Exercise requirements: Each line below that holds the word "COURT" counts toward the answer; reply with the total number only.

[Collected data entries]

----

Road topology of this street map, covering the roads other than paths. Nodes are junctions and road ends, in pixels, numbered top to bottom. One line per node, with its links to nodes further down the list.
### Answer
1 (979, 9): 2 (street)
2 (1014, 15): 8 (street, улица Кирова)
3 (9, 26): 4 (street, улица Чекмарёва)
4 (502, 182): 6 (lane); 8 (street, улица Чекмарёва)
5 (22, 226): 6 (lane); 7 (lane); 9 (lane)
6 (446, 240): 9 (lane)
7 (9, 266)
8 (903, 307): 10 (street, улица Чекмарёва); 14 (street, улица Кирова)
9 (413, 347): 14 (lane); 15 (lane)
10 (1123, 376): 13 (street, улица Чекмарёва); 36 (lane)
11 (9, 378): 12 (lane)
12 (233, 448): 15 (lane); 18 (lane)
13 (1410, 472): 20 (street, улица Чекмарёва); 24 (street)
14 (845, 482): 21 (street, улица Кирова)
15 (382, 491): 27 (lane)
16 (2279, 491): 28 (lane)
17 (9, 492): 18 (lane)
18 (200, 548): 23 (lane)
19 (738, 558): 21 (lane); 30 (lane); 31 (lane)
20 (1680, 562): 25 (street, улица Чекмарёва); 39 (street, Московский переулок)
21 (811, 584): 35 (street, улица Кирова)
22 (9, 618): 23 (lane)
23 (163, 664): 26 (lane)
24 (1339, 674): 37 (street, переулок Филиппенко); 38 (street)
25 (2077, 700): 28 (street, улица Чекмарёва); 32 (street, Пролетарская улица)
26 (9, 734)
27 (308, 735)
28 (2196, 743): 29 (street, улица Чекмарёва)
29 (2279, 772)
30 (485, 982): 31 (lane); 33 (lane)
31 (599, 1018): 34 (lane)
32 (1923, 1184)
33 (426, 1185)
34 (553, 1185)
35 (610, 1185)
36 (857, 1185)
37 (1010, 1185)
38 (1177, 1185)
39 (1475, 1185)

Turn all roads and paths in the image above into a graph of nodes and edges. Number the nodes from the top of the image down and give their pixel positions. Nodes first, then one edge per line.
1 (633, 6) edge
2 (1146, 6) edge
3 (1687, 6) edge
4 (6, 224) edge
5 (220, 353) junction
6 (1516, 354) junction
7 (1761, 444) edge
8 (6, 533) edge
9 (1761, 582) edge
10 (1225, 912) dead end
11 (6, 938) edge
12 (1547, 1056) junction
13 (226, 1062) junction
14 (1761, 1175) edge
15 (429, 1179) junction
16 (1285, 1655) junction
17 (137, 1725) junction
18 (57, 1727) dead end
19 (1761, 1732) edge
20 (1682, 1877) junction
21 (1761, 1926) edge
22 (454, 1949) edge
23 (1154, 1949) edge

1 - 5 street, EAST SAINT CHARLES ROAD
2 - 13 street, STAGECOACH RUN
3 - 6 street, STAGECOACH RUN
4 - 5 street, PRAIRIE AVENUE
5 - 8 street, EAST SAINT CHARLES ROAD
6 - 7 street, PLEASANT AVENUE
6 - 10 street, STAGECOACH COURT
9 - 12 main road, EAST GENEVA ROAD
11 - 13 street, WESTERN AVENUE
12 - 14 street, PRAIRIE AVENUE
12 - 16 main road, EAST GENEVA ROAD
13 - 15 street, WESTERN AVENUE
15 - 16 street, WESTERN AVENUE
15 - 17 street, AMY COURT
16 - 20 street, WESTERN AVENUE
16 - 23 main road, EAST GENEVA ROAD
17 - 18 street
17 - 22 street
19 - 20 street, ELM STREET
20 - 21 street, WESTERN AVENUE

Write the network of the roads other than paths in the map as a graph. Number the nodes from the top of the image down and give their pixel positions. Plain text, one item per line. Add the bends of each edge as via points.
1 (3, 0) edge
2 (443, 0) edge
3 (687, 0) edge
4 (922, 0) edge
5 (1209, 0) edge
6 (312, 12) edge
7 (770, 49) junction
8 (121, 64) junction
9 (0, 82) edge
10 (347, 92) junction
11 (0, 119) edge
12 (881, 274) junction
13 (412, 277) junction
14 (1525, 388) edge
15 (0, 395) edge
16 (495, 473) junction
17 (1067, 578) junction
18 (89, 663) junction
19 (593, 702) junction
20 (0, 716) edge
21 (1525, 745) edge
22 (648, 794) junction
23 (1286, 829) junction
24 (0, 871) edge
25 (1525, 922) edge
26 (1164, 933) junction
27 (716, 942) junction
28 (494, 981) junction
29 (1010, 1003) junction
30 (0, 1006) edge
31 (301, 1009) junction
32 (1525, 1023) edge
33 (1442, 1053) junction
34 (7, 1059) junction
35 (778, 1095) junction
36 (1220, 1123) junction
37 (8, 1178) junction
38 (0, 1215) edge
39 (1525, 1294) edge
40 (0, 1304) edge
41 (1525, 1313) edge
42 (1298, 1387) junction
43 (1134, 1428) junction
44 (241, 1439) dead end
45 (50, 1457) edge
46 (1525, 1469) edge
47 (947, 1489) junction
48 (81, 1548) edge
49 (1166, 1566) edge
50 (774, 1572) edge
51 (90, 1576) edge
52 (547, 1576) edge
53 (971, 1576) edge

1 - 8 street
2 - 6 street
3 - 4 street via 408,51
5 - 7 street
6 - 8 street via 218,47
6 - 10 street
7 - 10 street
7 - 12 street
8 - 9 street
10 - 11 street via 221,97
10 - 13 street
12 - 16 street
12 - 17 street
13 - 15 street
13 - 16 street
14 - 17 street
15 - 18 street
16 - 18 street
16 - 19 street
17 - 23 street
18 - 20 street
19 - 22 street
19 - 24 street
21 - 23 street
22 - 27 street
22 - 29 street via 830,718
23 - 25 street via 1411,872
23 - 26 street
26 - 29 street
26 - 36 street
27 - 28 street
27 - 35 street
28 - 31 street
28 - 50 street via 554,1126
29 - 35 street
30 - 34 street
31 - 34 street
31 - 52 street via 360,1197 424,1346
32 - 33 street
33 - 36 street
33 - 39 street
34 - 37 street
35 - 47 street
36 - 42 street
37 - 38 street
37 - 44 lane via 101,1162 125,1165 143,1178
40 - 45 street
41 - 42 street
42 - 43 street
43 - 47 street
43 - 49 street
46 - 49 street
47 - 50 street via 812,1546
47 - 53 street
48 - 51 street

----

Your solution: 2